- Education: help providers understand the risks inherent in new technologies, the danger of over-reliance on such technologies, as well as the importance in following best practices. Providers should learn to integrate new and unfamiliar technologies slowly, or use software trusted by peers.
- Expertise: as I've discussed earlier, the developer of every mobile health app should enlist appropriate domain expertise to ensure success. Providers interested in mobile health should make themselves available where possible. Lack of provider involvement in the app development process should be seen as a red flag.
- Environment: a culture of safety and quality accompanied by continual improvement describes the promise of a learning healthcare system. Mobile technology is positioned to deliver on this promise.
I want to stress that of the three categories of health IT functionality described in the FDASIA report (Administrative, Health Management, and Medical Device), the suggestions above are most applicable to decision support apps in the Health Management category. This is the current grey area, but also likely to be the largest of the three in terms of app volume. These apps will still be subject to FDA enforcement discretion (reactive as opposed to proactive), which I feel is appropriate.

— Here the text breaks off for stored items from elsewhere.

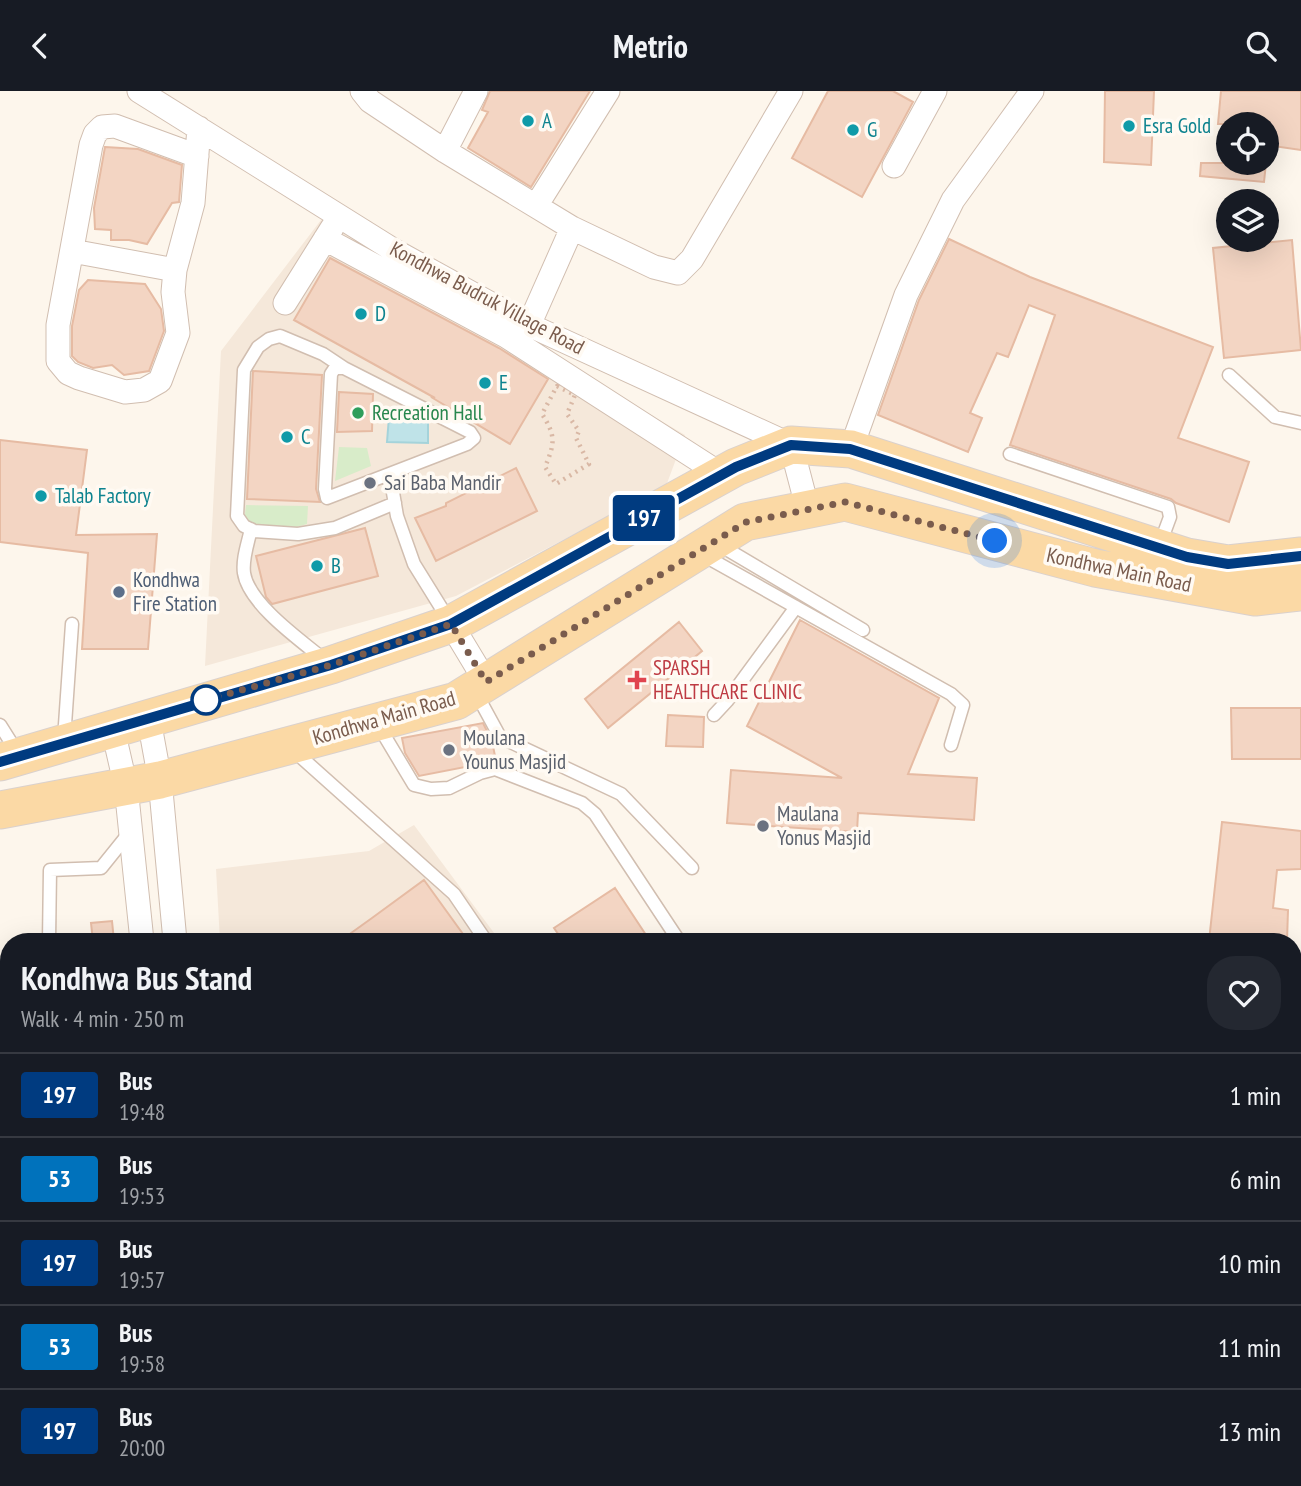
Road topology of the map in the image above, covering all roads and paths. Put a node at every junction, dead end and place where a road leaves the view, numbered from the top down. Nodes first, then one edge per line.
1 (139, 91) edge
2 (362, 91) edge
3 (476, 91) edge
4 (608, 91) edge
5 (791, 91) edge
6 (935, 91) edge
7 (1032, 91) edge
8 (199, 128) junction
9 (445, 151) junction
10 (197, 156) junction
11 (894, 166) dead end
12 (536, 206) junction
13 (340, 216) junction
14 (572, 228) junction
15 (325, 239) junction
16 (72, 251) junction
17 (175, 270) junction
18 (285, 303) dead end
19 (529, 325) junction
20 (344, 368) junction
21 (1229, 375) dead end
22 (557, 386) joint
23 (1301, 423) edge
24 (791, 445) junction
25 (850, 449) junction
26 (1010, 454) dead end
27 (390, 475) junction
28 (722, 475) junction
29 (395, 503) junction
30 (808, 510) junction
31 (251, 530) junction
32 (706, 547) junction
33 (1158, 547) junction
34 (1301, 556) edge
35 (1301, 592) edge
36 (796, 607) junction
37 (72, 624) dead end
38 (451, 624) junction
39 (863, 630) dead end
40 (331, 665) junction
41 (480, 686) junction
42 (714, 715) dead end
43 (149, 720) junction
44 (376, 722) junction
45 (0, 726) edge
46 (113, 730) junction
47 (64, 744) junction
48 (287, 745) junction
49 (951, 745) dead end
50 (10, 760) edge
51 (143, 783) junction
52 (0, 810) edge
53 (131, 831) junction
54 (692, 868) dead end
55 (49, 933) edge
56 (141, 933) edge
57 (174, 933) edge
58 (481, 933) edge
59 (675, 933) edge

1 - 8 street, Kondhwa Budruk Village Road
2 - 9 street
3 - 9 street
4 - 12 street
5 - 14 street
6 - 11 street
7 - 25 street
8 - 10 street
8 - 13 street, Kondhwa Budruk Village Road
9 - 12 street
10 - 16 street
10 - 17 street
12 - 14 street
13 - 15 street
13 - 19 street, Kondhwa Budruk Village Road
14 - 19 street
15 - 18 street
15 - 28 street
16 - 17 street
16 - 17 street
19 - 24 street, Kondhwa Budruk Village Road
20 - 27 lane
20 - 27 lane
20 - 31 lane
21 - 23 lane
22 - 22 path
24 - 25 main road, Kondhwa Main Road
24 - 28 main road, Kondhwa Main Road
24 - 30 street
25 - 33 main road, Kondhwa Main Road
26 - 33 lane
27 - 29 lane
28 - 38 main road, Kondhwa Main Road
29 - 31 lane
29 - 38 lane
30 - 32 main road, Kondhwa Main Road
30 - 35 main road, Kondhwa Main Road
31 - 40 lane
32 - 36 lane
32 - 39 lane
32 - 41 main road, Kondhwa Main Road
33 - 34 main road, Kondhwa Main Road
36 - 42 lane
36 - 49 lane
37 - 47 lane
38 - 40 main road, Kondhwa Main Road
38 - 41 street
40 - 43 main road, Kondhwa Main Road
41 - 44 main road, Kondhwa Main Road
41 - 54 lane
43 - 46 main road, Kondhwa Main Road
43 - 51 street
44 - 48 main road, Kondhwa Main Road
44 - 59 lane
45 - 50 lane
46 - 47 main road, Kondhwa Main Road
46 - 51 street
47 - 50 main road, Kondhwa Main Road
48 - 51 main road, Kondhwa Main Road
48 - 58 lane
51 - 52 main road, Kondhwa Main Road
51 - 53 street
51 - 57 street
53 - 55 lane
53 - 56 street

On the other hand, apps that purport to be medical devices would fall into the third category, which I feel should be carefully regulated since they would pose far more risk. Examples of such apps currently in the App Store include Instant Blood Pressure & Pulse Oximeter. Instant Blood Pressure includes a disclaimer at the bottom of the app page ("for recreational use only. It is not an FDA cleared medical device. Consult a doctor if you have any health concern.") while Pulse Oximeter does not. I personally tested pulse oximeter a couple months ago and found it lacking.
I believe that the only practical way to catch these apps prior to release would be to work directly with app store curators (e.g., Apple and Google) to add an additional layer of review to screen for apps that claim medical device functionality. If they are found to meet the definition of a medical device, they should be referred to the FDA prior to app store approval.
We still have a long road ahead of us and I applaud the work of the FDA as well as the perspectives of the authors of the NEJM article. Reaching an appropriate balance of innovation and risk while achieving our goals of improved patient care, safety, and cost savings will be critical to ensure a thriving healthcare system well into the future.